(Saved data entries)

—————

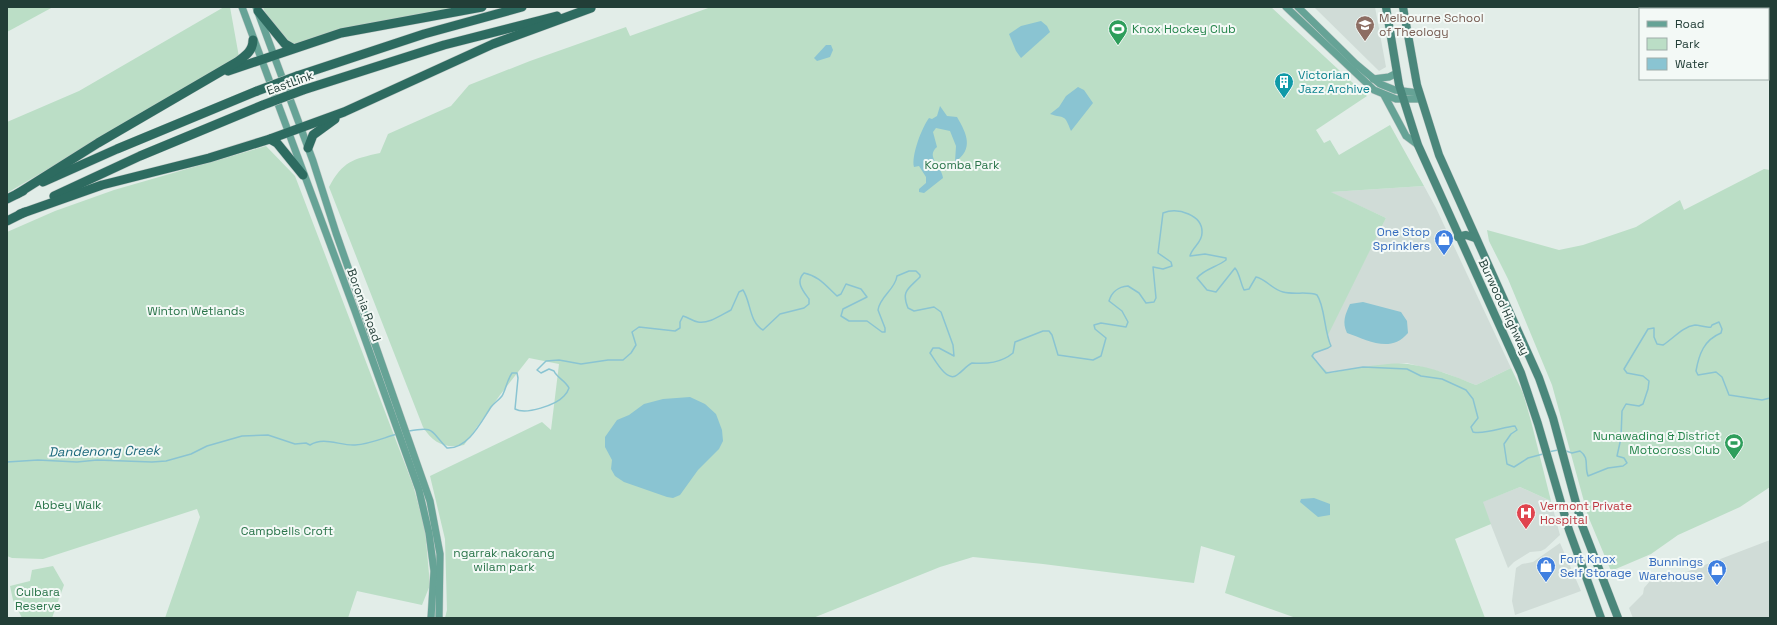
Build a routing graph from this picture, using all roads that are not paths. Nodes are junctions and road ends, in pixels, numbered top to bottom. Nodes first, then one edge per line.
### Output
1 (242, 7) edge
2 (482, 7) edge
3 (522, 7) edge
4 (1286, 7) edge
5 (1298, 7) edge
6 (1386, 7) edge
7 (1404, 7) edge
8 (594, 8) edge
9 (257, 9) edge
10 (1315, 23) junction
11 (1309, 29) junction
12 (253, 40) junction
13 (292, 48) junction
14 (274, 55) junction
15 (260, 60) junction
16 (219, 73) junction
17 (1397, 73) junction
18 (1373, 78) junction
19 (1401, 91) junction
20 (1384, 95) junction
21 (1420, 96) junction
22 (1403, 100) junction
23 (344, 112) junction
24 (301, 128) junction
25 (288, 133) junction
26 (270, 139) junction
27 (1418, 145) junction
28 (308, 148) junction
29 (304, 176) junction
30 (17, 194) junction
31 (7, 199) edge
32 (20, 214) junction
33 (7, 221) edge
34 (1458, 237) junction
35 (1476, 238) junction
36 (362, 308) junction
37 (355, 311) junction
38 (437, 601) junction
39 (432, 618) edge
40 (439, 618) edge
41 (1601, 618) edge
42 (1618, 618) edge

1 - 12 main road, Boronia Road
2 - 13 highway
3 - 30 highway, EastLink, bridge
4 - 11 main road
5 - 10 main road
6 - 17 highway, Burwood Highway
7 - 21 highway, Burwood Highway
8 - 23 highway
8 - 32 highway, EastLink, bridge
9 - 13 highway
9 - 14 main road, Boronia Road
10 - 11 main road
10 - 18 main road
11 - 20 main road
12 - 15 main road, Boronia Road
12 - 16 highway
13 - 14 highway
14 - 15 highway
14 - 24 main road, Boronia Road
15 - 16 highway
15 - 25 main road, Boronia Road
16 - 30 highway
17 - 18 main road
17 - 19 highway, Burwood Highway
18 - 19 main road
19 - 21 main road
19 - 22 highway, Burwood Highway
20 - 22 main road
20 - 27 main road
21 - 22 main road
21 - 35 highway, Burwood Highway
22 - 27 highway, Burwood Highway
23 - 24 highway
23 - 28 highway
24 - 25 highway
24 - 28 main road, Boronia Road
25 - 26 highway
25 - 29 main road, Boronia Road
26 - 29 highway
26 - 32 highway
27 - 34 highway, Burwood Highway
28 - 36 main road, Boronia Road
29 - 37 main road, Boronia Road
30 - 31 highway, EastLink
32 - 33 highway, EastLink
34 - 35 highway
34 - 41 highway, Burwood Highway
35 - 42 highway, Burwood Highway
36 - 37 main road
36 - 38 main road, Boronia Road
37 - 38 main road, Boronia Road
38 - 39 main road, Boronia Road
38 - 40 main road, Boronia Road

—————

PROBLEM
Filter the data for the string "EastLink". Copy each matching line.

OUTPUT OF THE TASK
3 - 30 highway, EastLink, bridge
8 - 32 highway, EastLink, bridge
30 - 31 highway, EastLink
32 - 33 highway, EastLink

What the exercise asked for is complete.